■ THE PROBLEM ■
Two lines mark the range in the entries below: the one holding "ring dip: (364, 204)" and the one holding "pinky tip: (382, 236)". Set down those two and all lines between them, exactly.

Stored dataset items:
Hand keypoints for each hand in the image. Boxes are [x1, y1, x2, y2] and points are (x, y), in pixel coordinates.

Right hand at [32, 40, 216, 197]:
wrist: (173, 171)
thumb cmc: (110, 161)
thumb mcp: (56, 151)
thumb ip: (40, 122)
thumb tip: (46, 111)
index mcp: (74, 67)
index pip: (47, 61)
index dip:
...
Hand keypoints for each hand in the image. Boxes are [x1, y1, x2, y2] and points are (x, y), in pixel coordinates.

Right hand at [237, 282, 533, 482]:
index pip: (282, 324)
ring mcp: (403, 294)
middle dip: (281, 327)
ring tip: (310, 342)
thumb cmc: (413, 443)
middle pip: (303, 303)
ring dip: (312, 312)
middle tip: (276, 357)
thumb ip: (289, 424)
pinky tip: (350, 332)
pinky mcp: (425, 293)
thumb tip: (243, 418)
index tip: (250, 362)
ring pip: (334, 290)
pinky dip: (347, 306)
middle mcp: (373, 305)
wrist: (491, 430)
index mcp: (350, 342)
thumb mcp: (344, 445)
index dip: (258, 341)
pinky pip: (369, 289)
* * *
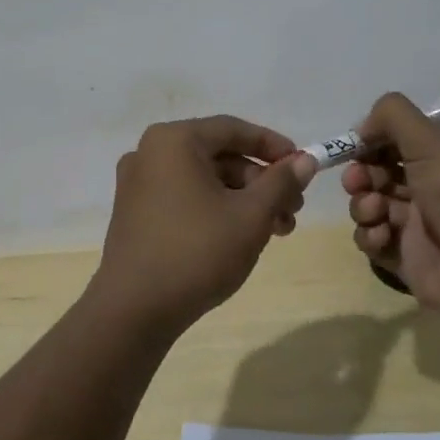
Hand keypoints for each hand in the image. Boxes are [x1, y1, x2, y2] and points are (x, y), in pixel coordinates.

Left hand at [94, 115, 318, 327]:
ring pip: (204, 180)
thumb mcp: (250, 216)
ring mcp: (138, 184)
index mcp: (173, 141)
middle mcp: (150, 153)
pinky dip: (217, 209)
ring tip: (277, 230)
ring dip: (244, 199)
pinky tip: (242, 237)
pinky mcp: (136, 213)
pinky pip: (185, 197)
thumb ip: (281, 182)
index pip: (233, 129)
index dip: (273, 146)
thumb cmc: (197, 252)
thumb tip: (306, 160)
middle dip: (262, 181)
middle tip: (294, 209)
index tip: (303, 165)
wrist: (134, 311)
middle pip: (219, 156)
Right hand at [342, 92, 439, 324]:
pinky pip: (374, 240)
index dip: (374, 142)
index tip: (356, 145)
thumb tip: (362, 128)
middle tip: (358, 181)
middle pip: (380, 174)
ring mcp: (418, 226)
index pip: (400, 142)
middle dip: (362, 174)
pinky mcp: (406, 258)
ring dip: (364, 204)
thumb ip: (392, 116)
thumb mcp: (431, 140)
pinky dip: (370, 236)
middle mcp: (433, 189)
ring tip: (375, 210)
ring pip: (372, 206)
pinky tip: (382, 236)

■ OUTPUT OF THE EXERCISE ■
ring dip: (364, 204)
thumb ip: (392, 116)
thumb mcp: (431, 140)
pinky dip: (370, 236)
middle mcp: (433, 189)
ring tip: (375, 210)
ring pip: (372, 206)
pinky tip: (382, 236)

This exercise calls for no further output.